Между тем как Тарквиний возбуждал в Тиррении вторую против римлян войну, говорят, случилось некоторое великое знамение. Когда сей государь еще царствовал, то соорудил храм Юпитеру Капитолийскому. Строительство подходило к концу. По приказанию ли прорицалища или по собственному желанию Тарквиний повелел некоторым художникам тирренским и вейским поставить на вершине храма земляную колесницу; но вскоре лишен был престола. Тирренцы, сделав колесницу, поставили в печь. С ней не случилось того, что обыкновенно бывает с землей в огне, то есть сгущения и сжимания от испарения влаги; она вздулась, сделалась столь великой и вместе столь твердой, что с трудом можно было оную вынуть, разломав крышку и стены печи. Прорицатели думали, что знамение это было божественное, обещавшее счастье и могущество тем, у кого будет сия колесница. Вейенты решились не уступать ее требовавшим ее римлянам, говоря, что она принадлежала Тарквинию, а не изгнавшим Тарквиния. Через несколько дней у вейентов происходило ристание на колесницах с обыкновенным торжеством и великолепием. Увенчанный возница выводил тихо из ристалища победоносных коней. Вдруг они, испугавшись, без всякой видимой причины, по случаю или по некоторому божескому внушению, помчались к Риму, везя и возницу. Тщетно силившись удержать их вожжами или укротить голосом, он дал им волю бежать, был ими увезен до Капитолия и опрокинут близ ворот, называемых ныне Ратуменскими. Вейенты, удивленные происшествием, велели художникам отдать римлянам колесницу.

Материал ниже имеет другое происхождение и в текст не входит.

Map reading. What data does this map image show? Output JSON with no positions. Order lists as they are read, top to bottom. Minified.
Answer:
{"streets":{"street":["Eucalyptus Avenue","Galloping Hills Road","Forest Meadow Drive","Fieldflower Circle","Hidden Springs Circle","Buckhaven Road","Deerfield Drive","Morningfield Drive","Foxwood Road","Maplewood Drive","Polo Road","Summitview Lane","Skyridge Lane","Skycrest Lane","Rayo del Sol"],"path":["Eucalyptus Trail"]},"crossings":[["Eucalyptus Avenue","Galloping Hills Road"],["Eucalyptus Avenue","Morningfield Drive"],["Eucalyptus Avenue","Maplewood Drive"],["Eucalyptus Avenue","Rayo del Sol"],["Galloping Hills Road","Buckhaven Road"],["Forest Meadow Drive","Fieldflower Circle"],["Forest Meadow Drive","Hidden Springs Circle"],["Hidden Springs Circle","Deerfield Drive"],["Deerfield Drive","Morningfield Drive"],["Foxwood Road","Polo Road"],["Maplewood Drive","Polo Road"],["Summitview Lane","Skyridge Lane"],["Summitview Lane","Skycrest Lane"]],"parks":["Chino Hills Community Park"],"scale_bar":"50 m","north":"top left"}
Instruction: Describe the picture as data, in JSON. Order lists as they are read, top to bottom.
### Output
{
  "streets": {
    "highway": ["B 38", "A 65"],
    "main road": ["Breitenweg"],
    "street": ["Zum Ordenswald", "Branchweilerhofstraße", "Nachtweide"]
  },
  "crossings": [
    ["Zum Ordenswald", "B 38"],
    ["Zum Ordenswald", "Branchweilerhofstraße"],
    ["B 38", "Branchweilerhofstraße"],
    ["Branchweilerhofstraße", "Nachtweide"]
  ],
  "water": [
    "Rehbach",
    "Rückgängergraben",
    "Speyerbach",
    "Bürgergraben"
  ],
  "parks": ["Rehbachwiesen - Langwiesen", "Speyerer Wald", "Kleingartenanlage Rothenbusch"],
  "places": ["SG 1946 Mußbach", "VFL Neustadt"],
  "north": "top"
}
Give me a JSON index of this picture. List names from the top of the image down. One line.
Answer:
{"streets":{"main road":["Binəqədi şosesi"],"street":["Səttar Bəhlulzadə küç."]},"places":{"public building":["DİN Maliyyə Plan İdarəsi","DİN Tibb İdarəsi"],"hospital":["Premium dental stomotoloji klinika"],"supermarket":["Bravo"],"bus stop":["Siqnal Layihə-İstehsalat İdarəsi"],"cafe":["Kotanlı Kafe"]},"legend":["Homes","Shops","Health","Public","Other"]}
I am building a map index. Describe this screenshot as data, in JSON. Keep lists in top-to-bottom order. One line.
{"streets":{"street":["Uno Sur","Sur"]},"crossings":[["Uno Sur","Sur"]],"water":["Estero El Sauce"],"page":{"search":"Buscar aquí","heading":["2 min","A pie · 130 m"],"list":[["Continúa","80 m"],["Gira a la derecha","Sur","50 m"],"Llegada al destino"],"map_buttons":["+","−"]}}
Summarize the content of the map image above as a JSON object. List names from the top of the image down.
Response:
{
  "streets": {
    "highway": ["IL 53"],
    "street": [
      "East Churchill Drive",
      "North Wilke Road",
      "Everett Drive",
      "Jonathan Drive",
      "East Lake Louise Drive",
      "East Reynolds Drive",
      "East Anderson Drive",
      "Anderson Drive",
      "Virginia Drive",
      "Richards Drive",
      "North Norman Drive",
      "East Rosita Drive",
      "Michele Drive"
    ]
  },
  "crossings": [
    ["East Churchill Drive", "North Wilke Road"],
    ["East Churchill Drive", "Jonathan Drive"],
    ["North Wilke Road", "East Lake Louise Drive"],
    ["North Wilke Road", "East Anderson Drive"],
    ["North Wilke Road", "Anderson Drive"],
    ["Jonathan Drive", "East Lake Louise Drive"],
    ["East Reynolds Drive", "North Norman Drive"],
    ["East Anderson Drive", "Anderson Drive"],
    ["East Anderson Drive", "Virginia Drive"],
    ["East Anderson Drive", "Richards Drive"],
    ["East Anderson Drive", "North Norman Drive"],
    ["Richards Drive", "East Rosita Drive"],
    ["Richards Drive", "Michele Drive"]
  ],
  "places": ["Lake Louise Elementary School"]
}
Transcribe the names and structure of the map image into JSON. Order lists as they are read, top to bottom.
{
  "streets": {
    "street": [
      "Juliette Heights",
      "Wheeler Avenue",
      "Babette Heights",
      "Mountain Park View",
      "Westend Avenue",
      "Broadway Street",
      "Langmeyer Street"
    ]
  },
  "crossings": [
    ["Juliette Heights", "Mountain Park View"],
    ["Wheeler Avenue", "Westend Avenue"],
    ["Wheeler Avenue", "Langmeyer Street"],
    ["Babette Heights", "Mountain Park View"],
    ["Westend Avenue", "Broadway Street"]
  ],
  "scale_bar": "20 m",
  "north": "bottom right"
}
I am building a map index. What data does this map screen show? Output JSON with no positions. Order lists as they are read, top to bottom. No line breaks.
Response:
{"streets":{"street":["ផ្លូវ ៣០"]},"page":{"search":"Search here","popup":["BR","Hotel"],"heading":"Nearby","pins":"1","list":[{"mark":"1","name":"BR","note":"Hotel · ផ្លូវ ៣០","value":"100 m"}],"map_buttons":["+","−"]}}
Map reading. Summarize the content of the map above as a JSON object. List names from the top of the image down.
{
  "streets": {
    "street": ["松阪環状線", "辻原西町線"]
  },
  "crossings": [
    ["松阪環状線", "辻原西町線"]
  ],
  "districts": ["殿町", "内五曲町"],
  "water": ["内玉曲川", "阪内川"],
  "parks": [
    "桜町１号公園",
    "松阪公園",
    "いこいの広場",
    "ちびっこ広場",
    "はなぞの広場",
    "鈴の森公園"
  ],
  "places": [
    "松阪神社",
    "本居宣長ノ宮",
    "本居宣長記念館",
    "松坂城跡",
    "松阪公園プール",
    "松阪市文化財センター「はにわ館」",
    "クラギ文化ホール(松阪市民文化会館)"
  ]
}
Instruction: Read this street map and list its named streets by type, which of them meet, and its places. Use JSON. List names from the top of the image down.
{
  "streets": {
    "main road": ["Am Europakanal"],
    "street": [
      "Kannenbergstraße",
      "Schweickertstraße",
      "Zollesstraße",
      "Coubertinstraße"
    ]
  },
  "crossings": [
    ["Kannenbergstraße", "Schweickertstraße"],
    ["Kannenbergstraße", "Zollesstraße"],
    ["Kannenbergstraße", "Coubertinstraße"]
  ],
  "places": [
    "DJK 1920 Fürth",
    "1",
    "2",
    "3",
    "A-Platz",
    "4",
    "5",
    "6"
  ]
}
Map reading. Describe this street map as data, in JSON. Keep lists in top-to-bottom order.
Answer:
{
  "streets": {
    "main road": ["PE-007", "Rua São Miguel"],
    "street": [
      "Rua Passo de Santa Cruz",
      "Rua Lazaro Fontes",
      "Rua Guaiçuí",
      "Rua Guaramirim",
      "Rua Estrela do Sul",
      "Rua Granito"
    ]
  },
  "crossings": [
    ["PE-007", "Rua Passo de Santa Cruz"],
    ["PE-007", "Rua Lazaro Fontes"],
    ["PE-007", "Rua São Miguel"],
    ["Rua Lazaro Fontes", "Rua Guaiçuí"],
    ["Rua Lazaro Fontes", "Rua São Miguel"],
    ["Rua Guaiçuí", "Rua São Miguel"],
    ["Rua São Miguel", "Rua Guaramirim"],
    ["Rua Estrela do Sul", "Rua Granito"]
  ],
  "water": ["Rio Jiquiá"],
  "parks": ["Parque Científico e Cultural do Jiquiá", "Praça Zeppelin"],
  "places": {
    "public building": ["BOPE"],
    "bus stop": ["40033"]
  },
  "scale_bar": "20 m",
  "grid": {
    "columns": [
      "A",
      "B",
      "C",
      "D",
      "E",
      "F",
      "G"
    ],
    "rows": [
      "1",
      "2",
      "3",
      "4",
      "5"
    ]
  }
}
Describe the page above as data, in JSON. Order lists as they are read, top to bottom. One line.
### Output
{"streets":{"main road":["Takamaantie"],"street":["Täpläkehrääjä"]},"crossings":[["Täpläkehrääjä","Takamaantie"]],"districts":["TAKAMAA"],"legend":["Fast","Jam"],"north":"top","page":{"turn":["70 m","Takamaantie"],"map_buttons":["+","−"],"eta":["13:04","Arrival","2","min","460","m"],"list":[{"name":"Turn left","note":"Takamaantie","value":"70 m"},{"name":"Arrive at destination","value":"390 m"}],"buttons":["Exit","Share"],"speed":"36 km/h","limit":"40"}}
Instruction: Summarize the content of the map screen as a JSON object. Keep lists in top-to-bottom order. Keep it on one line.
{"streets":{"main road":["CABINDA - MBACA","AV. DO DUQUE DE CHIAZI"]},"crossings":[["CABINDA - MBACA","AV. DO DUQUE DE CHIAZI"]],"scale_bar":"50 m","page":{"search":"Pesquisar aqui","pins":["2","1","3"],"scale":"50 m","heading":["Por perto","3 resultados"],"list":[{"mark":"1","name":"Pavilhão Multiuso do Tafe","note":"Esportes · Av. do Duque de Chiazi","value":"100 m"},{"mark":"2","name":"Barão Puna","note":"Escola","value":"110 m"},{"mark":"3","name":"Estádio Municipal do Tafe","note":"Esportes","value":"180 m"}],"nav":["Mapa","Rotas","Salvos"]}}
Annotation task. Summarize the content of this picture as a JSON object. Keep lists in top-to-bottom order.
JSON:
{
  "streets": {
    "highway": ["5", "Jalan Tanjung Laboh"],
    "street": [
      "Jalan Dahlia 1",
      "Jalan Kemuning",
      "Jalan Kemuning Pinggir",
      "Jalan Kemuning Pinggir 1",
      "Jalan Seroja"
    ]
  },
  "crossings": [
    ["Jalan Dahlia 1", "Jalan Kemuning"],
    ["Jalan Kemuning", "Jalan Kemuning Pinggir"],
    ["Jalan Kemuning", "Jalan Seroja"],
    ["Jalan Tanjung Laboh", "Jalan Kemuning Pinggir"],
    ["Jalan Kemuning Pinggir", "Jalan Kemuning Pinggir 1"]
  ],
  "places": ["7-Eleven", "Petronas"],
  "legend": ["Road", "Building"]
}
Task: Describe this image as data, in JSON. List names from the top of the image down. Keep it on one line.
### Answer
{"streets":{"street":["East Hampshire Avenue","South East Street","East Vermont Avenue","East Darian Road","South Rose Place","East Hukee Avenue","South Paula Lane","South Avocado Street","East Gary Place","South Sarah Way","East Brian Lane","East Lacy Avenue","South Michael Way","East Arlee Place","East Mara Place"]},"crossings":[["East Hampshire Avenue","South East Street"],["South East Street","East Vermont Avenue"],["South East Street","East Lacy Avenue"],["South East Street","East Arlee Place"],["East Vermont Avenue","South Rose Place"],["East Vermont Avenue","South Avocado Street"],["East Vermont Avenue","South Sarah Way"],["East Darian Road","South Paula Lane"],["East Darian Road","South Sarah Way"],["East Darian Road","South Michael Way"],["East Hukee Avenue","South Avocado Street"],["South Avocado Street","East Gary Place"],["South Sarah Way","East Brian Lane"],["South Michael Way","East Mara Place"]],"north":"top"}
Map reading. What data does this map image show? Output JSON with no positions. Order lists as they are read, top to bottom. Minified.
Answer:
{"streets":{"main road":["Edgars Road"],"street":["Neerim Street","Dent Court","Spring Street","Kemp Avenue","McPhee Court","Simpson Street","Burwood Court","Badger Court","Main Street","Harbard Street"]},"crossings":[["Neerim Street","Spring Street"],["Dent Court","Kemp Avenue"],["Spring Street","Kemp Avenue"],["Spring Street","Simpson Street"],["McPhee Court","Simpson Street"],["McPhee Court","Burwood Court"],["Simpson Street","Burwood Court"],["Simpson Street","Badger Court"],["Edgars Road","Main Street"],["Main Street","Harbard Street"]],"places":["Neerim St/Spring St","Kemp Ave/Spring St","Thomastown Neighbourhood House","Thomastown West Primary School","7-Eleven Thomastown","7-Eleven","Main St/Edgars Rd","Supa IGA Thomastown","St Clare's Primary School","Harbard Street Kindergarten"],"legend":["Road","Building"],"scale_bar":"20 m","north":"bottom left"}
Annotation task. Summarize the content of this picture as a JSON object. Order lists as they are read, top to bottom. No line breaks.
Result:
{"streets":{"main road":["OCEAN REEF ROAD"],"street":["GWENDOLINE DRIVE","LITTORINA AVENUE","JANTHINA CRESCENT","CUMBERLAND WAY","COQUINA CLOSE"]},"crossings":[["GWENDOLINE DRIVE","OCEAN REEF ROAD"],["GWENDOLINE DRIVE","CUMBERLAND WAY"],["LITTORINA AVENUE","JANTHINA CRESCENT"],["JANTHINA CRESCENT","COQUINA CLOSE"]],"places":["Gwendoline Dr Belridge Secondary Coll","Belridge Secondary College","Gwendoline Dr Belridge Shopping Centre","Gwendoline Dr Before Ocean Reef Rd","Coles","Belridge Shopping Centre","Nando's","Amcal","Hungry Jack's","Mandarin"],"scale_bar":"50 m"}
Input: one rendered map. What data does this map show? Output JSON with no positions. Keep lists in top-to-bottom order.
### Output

Храм Юпитеру Капитолийскому обещался посвятить Тарквиний, сын Димарата, во время войны с сабинянами. Тарквиний Гордый, сын или внук его, соорудил этот храм, но не успел посвятить, будучи изгнан из Рима незадолго до совершения оного. Когда же здание это приведено было к концу с приличными украшениями, Попликола желал чести посвятить его. Многие из сильных в республике тому завидовали; они менее оскорблялись другими почестями, ему оказываемыми как полководцу и законодателю, но чести посвящения, как ему не принадлежащей, уступить ему не захотели и побуждали Горация искать ее себе*. Попликола был принужден идти в поход. Противная сторона утвердила постановление, чтобы Гораций посвятил храм. Немедля проводили его до Капитолия, прибывая в уверенности, что в присутствии Попликолы не удалось бы восторжествовать над ним. Некоторые говорят, что по жребию военачальство досталось одному против его желания, а посвящение – другому. Можно заключить, как дело это происходило, по тому, что случилось при посвящении храма в сентябрьских идах, в самое полнолуние месяца метагитниона по афинскому счислению. Все собрались на Капитолии и пребывали в глубоком молчании. Гораций, по совершении всех обрядов, держась за дверь, по обычаю произносил установленные при посвящении молитвы. Марк, брат Попликолы, стоявший долго при дверях храма в ожидании этого мига, закричал ему: «Консул! Сын твой умер от болезни в военном стане!» Эти слова были неприятны всем тем, кто слышал их. Но Гораций, нимало не смутившись, сказал только: «Бросьте мертвого куда хотите; я не приемлю в печали участия»*, – и продолжал до конца посвящение. Это известие было ложно. Марк выдумал его, желая остановить Горация. Или он приметил вдруг обман, или, поверив столь жестокому известию, не был им поражен, – в обоих случаях твердость духа его удивительна.